BEGIN

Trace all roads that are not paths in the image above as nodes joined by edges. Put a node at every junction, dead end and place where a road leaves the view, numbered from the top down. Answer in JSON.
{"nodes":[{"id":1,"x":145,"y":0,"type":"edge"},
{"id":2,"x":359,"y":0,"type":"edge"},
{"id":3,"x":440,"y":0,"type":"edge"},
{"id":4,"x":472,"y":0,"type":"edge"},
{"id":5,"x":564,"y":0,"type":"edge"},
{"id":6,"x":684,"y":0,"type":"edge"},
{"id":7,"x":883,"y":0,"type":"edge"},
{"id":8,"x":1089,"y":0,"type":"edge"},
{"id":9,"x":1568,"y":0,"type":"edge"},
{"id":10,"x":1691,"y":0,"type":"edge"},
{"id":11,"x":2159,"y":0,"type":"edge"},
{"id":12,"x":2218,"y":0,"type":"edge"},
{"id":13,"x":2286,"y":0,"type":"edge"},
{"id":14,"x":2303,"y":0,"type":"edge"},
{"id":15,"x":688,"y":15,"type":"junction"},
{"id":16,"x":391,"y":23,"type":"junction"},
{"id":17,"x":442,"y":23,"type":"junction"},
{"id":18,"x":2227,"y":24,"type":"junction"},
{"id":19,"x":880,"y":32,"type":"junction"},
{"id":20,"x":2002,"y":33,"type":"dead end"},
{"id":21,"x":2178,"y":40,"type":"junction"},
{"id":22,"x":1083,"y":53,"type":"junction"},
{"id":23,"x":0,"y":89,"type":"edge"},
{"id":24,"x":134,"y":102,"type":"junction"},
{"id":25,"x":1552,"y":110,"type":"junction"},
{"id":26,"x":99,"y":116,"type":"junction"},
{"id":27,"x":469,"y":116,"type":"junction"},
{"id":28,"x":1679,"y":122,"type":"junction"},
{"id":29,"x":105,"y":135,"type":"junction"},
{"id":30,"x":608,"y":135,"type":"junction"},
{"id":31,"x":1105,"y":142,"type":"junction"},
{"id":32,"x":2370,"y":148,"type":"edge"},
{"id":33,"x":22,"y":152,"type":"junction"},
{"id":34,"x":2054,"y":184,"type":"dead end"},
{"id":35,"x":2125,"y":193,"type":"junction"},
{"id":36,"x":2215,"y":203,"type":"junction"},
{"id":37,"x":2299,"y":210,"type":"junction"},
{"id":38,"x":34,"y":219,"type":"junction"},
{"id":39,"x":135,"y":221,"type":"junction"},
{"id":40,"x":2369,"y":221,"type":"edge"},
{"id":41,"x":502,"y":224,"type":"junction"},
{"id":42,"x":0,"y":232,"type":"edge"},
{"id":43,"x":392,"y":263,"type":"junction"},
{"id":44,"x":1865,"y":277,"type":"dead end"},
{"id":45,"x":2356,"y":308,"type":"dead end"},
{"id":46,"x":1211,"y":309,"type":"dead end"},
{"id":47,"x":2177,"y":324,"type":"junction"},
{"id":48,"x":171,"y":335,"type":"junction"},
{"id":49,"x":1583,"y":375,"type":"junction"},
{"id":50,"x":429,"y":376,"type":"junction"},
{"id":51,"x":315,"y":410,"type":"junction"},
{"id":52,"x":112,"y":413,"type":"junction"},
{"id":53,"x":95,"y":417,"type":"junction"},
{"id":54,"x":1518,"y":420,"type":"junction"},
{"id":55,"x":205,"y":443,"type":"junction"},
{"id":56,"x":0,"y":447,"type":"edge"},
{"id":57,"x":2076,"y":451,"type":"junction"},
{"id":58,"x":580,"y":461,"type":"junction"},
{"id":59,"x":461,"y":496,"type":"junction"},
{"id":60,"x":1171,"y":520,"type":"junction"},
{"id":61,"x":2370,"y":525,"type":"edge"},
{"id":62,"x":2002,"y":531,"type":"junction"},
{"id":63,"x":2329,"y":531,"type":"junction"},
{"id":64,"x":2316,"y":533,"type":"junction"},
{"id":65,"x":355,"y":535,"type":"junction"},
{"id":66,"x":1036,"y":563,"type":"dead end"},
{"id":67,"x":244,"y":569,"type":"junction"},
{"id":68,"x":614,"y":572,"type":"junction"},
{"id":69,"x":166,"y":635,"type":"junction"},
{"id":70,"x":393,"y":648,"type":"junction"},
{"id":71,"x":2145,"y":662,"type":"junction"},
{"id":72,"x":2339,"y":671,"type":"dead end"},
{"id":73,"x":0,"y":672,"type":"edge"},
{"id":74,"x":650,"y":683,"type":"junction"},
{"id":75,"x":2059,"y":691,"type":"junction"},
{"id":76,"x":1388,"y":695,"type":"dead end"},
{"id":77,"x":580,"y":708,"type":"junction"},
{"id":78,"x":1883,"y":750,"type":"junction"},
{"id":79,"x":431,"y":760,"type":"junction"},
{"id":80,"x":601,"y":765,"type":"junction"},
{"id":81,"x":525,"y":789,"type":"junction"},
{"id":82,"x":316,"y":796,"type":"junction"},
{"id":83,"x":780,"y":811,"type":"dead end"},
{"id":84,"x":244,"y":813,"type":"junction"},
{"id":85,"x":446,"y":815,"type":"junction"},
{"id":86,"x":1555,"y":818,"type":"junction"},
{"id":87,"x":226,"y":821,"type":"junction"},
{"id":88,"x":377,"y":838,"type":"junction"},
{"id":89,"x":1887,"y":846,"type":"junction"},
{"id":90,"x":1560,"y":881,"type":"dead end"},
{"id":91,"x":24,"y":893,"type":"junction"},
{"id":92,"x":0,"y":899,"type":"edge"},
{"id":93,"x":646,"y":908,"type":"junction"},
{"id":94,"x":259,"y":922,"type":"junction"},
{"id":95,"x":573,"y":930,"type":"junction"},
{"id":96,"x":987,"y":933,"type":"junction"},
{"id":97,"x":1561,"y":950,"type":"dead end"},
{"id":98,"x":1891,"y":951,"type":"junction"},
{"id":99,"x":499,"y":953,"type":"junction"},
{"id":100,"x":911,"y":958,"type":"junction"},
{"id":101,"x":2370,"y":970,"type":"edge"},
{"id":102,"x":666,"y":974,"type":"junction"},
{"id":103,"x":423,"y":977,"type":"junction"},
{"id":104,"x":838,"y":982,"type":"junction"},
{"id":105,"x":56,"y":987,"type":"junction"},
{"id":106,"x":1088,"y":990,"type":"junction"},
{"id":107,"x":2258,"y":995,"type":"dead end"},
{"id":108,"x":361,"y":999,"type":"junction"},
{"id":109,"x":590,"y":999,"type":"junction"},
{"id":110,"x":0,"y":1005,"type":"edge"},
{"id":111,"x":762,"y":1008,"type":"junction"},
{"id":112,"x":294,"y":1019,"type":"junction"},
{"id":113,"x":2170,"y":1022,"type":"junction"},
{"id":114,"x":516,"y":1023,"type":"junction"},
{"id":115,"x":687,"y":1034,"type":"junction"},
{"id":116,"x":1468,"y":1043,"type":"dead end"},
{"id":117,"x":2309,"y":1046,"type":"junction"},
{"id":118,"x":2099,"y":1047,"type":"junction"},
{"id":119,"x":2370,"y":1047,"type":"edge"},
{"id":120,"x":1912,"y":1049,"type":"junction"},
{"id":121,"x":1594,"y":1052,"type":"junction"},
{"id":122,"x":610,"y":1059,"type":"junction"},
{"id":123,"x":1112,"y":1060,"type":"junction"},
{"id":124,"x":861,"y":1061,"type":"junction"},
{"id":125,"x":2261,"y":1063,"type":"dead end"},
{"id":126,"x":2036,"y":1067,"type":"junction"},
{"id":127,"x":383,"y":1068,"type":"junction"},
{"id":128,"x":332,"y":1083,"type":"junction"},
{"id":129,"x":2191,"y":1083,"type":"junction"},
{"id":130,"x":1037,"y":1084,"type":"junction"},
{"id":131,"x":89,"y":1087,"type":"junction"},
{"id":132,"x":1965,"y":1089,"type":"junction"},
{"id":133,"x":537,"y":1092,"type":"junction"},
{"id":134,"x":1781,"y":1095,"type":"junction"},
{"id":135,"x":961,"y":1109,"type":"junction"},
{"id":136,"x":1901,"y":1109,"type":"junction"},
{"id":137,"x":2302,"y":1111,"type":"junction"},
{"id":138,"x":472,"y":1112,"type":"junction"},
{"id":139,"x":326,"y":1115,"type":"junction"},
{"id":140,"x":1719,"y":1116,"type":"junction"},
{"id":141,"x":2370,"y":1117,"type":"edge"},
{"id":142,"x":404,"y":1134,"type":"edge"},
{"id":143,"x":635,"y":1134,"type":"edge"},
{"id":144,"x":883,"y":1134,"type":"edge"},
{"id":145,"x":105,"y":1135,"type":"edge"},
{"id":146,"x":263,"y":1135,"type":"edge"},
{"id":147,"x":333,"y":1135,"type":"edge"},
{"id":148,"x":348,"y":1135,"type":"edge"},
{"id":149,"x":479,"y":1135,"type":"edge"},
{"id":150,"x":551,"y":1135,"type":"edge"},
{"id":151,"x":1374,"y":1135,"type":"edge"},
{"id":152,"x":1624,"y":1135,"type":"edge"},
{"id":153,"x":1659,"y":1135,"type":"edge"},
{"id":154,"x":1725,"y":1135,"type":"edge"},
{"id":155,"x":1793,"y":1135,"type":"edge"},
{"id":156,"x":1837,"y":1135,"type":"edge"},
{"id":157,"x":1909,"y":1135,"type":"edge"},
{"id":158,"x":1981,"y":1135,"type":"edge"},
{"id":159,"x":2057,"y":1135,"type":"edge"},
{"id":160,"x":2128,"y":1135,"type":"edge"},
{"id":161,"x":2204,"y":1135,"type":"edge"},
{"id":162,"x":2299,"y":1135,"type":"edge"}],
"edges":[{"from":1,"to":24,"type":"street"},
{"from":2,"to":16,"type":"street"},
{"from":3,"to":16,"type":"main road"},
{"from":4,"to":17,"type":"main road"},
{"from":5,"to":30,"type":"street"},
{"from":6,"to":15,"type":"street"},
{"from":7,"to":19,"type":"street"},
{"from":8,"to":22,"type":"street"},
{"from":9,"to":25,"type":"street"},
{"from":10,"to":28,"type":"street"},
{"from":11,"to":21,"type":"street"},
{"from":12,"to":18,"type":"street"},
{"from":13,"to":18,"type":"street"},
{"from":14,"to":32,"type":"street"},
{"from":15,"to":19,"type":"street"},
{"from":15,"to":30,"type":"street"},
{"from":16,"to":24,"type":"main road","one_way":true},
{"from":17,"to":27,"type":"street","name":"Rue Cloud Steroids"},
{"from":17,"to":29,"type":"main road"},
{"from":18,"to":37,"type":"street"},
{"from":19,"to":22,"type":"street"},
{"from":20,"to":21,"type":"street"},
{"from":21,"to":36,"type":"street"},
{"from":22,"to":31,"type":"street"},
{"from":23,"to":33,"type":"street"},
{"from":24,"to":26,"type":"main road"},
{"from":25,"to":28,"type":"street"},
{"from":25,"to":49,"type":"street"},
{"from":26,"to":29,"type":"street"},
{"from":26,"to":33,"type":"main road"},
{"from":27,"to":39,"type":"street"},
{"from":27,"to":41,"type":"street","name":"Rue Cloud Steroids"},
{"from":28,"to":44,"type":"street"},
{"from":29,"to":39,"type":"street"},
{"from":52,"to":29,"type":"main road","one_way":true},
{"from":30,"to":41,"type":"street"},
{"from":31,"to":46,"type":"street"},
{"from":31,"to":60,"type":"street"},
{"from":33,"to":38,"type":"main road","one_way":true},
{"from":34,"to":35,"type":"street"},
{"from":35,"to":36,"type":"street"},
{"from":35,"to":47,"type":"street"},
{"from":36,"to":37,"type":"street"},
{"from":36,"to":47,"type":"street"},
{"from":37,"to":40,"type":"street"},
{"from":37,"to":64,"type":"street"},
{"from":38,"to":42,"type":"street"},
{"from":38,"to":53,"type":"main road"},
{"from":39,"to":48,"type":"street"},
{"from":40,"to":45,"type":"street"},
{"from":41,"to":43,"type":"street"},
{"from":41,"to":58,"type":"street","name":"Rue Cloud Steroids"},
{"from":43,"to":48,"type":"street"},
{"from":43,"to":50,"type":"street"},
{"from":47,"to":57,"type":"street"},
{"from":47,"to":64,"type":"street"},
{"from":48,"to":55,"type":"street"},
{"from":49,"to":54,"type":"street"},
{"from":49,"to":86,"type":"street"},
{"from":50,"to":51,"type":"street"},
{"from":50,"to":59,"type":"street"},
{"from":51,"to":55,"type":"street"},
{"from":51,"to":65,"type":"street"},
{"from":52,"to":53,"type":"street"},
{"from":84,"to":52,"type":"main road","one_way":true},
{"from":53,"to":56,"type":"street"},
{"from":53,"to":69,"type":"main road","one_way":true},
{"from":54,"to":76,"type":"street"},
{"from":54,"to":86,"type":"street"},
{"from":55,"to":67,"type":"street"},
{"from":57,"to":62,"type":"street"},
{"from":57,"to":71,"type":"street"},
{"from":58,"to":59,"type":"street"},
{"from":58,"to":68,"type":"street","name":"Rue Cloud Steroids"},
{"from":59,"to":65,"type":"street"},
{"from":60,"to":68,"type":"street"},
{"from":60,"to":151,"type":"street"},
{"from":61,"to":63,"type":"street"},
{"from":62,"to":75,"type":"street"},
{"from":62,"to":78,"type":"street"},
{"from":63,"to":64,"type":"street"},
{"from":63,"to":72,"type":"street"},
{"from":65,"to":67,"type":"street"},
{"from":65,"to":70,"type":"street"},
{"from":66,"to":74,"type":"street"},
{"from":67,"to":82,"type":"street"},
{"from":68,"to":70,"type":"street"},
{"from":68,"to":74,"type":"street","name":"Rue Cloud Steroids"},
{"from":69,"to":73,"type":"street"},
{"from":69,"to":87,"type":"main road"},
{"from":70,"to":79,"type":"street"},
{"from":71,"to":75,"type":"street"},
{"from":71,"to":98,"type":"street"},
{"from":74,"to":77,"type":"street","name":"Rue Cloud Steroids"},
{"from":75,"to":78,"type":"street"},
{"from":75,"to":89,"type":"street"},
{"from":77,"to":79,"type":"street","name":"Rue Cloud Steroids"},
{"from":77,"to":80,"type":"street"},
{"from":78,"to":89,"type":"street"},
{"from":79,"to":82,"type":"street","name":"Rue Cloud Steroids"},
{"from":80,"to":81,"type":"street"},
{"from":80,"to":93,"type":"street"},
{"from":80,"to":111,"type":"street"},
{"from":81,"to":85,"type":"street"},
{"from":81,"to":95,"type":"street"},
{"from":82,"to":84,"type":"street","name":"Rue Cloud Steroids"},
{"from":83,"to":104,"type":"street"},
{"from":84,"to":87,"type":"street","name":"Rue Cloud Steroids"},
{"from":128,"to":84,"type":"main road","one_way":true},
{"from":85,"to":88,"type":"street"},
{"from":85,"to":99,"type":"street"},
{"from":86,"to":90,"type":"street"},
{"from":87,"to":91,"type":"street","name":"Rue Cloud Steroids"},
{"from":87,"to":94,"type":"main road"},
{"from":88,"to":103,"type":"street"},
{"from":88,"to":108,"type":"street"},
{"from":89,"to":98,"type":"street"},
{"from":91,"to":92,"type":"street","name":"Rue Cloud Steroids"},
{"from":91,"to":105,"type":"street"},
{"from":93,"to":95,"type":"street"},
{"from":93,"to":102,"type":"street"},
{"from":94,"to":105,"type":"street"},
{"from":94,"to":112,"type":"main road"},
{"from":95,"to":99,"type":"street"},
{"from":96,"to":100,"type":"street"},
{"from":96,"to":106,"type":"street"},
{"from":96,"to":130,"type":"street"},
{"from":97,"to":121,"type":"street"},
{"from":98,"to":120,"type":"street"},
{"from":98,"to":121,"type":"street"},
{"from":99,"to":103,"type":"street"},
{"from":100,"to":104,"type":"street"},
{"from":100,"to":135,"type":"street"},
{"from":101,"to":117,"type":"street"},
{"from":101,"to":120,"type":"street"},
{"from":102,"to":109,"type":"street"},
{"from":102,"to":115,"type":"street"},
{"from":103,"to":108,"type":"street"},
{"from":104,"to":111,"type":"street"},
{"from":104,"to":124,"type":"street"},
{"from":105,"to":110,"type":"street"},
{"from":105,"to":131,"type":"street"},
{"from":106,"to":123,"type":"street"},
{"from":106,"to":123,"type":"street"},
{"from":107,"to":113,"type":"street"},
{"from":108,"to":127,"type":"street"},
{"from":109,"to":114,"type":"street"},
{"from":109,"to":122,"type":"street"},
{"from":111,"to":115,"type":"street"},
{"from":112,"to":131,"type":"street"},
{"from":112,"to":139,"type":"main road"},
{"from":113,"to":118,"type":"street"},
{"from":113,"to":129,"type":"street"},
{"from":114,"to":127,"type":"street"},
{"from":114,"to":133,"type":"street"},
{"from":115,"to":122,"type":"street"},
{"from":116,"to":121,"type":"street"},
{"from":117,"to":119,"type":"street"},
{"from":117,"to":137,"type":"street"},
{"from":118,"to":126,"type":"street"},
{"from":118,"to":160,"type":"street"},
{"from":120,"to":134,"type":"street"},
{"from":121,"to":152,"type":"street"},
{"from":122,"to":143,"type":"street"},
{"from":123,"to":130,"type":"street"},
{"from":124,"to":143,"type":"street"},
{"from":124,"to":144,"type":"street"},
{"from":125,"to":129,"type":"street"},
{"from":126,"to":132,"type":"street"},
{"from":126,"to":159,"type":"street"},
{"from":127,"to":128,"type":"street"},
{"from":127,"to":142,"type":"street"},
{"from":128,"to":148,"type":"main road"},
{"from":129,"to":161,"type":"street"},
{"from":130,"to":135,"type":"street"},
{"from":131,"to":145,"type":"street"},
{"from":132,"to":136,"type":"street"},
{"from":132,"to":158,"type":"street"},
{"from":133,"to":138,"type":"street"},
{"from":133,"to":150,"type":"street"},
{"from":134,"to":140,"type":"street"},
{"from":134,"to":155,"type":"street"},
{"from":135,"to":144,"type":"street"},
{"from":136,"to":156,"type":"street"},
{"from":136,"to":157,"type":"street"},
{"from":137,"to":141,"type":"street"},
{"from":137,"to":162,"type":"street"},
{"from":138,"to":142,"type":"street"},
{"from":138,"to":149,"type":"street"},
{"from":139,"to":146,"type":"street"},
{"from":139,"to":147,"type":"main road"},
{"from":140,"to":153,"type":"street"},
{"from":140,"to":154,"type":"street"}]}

END

> _Work instruction_: Whenever a line of the listing contains the word "edges", it counts; say the total only.

> _Answer for the task_: 2